After a dismal first half of the year in equity and bond markets, investors and advisors aren’t expecting much improvement in the third quarter, according to Horizons ETFs Management (Canada) Inc.’s latest survey.
The S&P/TSX Composite index ended the first six months of the year down 11% after dropping more than 13% in the second quarter. Investor sentiment dropped accordingly: only 37% of investors were bullish on Canadian stocks, Horizons’ quarterly survey found, a drop of 16 percentage points.
Advisors remained bullish on the Canadian market, with sentiment increasing four percentage points from the previous quarter to 52%.
Energy stocks were a rare bright spot last quarter, with the S&P/TSX Capped Energy index returning a modest 2.66%. Advisors increased their bullishness on the sector slightly to 44% for the third quarter, while investor sentiment dropped 26 percentage points to 41% bullish.
Commodities provided some shelter from inflation during the first half of the year, said Mark Noble, executive vice-president of ETF Strategy with Horizons, in a release.

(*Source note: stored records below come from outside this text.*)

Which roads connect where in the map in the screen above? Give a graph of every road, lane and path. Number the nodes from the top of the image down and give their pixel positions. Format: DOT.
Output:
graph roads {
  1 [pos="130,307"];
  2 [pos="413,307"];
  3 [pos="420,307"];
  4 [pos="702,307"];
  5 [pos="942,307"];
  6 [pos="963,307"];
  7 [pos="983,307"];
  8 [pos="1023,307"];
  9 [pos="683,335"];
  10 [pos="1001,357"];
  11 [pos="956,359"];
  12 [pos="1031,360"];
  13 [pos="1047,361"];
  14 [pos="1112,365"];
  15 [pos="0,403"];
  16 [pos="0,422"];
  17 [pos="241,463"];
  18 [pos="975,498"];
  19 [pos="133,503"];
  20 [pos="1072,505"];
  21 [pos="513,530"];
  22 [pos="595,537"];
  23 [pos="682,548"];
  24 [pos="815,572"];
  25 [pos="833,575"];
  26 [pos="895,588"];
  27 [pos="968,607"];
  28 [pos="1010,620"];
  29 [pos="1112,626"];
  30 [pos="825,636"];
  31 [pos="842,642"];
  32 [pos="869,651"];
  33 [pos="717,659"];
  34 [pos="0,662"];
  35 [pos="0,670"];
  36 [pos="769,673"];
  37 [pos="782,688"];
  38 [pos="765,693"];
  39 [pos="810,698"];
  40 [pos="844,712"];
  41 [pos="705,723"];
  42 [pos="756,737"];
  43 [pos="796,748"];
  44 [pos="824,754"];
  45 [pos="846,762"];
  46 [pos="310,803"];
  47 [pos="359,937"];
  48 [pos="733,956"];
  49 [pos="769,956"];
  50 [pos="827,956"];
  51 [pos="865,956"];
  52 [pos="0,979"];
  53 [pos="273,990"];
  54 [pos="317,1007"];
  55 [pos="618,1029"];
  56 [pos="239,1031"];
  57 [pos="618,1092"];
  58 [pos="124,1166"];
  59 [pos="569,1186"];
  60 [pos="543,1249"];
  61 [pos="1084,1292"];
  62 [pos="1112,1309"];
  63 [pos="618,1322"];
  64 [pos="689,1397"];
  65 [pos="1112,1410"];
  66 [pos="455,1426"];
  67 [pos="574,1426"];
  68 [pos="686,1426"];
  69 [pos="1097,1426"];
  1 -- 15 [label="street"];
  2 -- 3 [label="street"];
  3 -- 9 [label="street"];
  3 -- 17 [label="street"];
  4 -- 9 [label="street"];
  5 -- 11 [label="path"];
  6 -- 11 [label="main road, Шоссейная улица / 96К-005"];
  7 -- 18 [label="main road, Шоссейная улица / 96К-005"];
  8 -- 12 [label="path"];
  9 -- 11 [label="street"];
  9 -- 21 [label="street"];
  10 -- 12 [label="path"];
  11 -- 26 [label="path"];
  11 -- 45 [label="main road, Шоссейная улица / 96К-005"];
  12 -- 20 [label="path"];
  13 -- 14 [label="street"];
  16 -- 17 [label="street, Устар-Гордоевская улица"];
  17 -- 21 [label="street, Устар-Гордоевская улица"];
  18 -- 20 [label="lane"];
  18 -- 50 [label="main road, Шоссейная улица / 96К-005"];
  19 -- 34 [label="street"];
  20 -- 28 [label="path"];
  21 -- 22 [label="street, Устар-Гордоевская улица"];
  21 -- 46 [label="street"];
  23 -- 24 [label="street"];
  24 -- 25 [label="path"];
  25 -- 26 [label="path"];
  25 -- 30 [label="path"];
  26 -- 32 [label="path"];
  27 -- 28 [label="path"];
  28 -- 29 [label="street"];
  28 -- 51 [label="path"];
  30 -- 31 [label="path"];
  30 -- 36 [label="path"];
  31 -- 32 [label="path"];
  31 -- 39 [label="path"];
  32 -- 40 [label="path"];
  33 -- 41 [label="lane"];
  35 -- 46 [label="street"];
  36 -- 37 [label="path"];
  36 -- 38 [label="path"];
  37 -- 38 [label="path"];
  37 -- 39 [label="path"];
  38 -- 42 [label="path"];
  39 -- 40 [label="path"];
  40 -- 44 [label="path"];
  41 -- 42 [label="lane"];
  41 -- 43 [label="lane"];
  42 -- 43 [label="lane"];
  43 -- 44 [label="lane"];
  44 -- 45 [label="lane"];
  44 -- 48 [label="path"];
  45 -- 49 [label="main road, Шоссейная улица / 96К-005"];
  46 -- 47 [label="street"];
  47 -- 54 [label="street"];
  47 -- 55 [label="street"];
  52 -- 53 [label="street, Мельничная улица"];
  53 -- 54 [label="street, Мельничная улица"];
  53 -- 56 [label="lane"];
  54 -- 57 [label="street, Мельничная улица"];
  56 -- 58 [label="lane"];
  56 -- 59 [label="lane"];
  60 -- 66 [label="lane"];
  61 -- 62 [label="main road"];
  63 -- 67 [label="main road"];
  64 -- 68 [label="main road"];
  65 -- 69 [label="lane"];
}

“However, with fears of recession and slowdowns in development on the horizon, coupled with supply gluts in certain commodities now materializing, it seems that there’s a growing sentiment that our eyes were bigger than our stomachs when it comes to our appetite for commodity consumption,” Noble said.
Both advisors and investors turned bearish on financial stocks after the S&P/TSX Capped Financials index fell 12.90% in the second quarter.
As for U.S. equities, advisors and investors remained split on their outlooks for the third quarter. The S&P 500 entered a bear market last month and recorded its worst first half since 1970, falling 16.45% in the second quarter. The Nasdaq 100 fell almost 30% in the first six months.
Bullish sentiment on the S&P 500 declined to 37% for advisors, compared to 38% bearishness; investors were evenly split at 37% bullishness and bearishness.
Many investors and advisors were caught off guard by the declines south of the border after tech stocks delivered strong returns in recent years, Noble said in the release.
“But with most asset classes and international equities eroded in the past quarter, there’s still a prevailing sense that the U.S. is still worth the exposure, especially if there’s a chance that downward trends could reverse,” he said.
The gloomy sentiment was demonstrated in June ETF flows. Almost $700 million flowed out of Canadian ETFs last month, the first negative month since before the pandemic and the largest drawdown since 2013.
Equity ETFs lost $2.2 billion in June, according to National Bank Financial. Fixed-income ETFs were the exception, pulling in $2 billion, despite a historically bad start to the year for bonds.
The Horizons survey found investors and advisors remained bearish on U.S. Treasuries.
Despite the price of Bitcoin crashing by almost 60% in the second quarter, investors remained marginally more bullish than bearish on the cryptoasset: 38% bullish (down 12 percentage points from last quarter) to 35% bearish. Advisors moved into bearish territory on Bitcoin.
ETF flows last month reflected the declining sentiment, as cryptoasset ETFs saw redemptions of $697 million.
Horizons said 894 investors and 209 advisors responded to its quarterly survey, which was conducted online from June 23 to July 1. Online surveys cannot be assigned a margin of error because they do not randomly sample the population.